Sunday, October 2, 2011

If Michael Jackson Had Been Enrolled In An HMO, He'd Still Be Alive

The Disease Management Care Blog has really been trying to not pay attention to the trial of Conrad Murray MD, the infamous propofol-wielding personal physician for pop legend Michael Jackson.  Unfortunately, the whole thing is so lurid, it's difficult to not gawk.

While no one should come to any conclusions about any allegations until all the facts are known, one thing is certain: Mr. Jackson is a poster child for the downsides of having unfettered access to all the health care anyone could ever want.  Dissatisfaction with a first round of plastic surgery and insomnia are common place, but few patients have the resources to go on to decimate their nose and turn their bedroom into an anesthesia suite.

Which brings up a good point.  Regular DMCB readers are well aware of this graph from the Kaiser Family Foundation report on Trends in Health Care Costs and Spending:

Back in the late 1990s, many HMOs made the mistake of controlling costs by aggressively denying payment for anything that didn't meet their definition of "medical necessity."  When it came to costs, it worked quite well.  While that style of managed care has since been defanged, health insurers including HMOs continue to apply a gentler, more transparent, regulated and still evolving standard of only covering treatments that are 1) appropriate and 2) effective when 3) there are no other safer alternatives.

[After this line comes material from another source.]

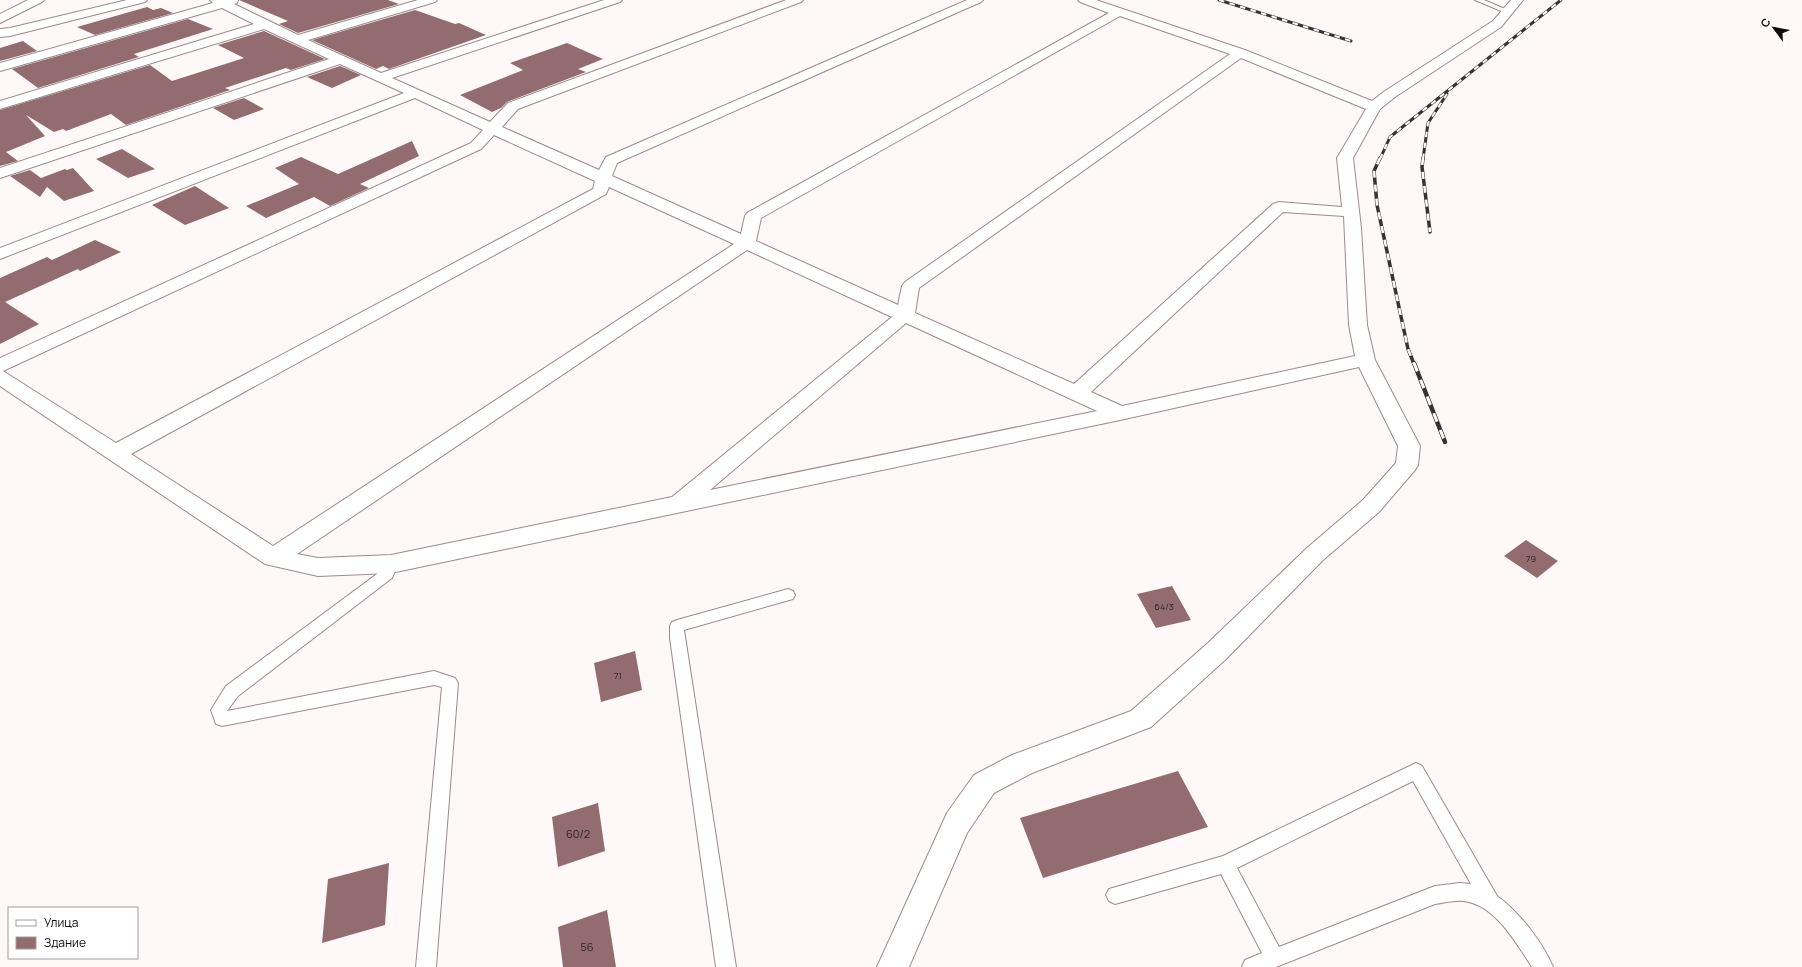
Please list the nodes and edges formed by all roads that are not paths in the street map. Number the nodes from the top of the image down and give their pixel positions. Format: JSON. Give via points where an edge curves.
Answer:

While Mr. Jackson's death is allegedly an example of health care run amok, many mainstream physicians agree that "overtreatment" happens far too often.  Until a better system comes along, classic "1-800-MotherMayI" may have a role to play in keeping other Michael Jacksons from happening. 

The next time the DMCB reads that a "right" to health care should translate into coverage for anything and everything a doctor and patient would want, it'll ask a very simple question:  who's job, then, is it to say no, and if that happens, is it always bad?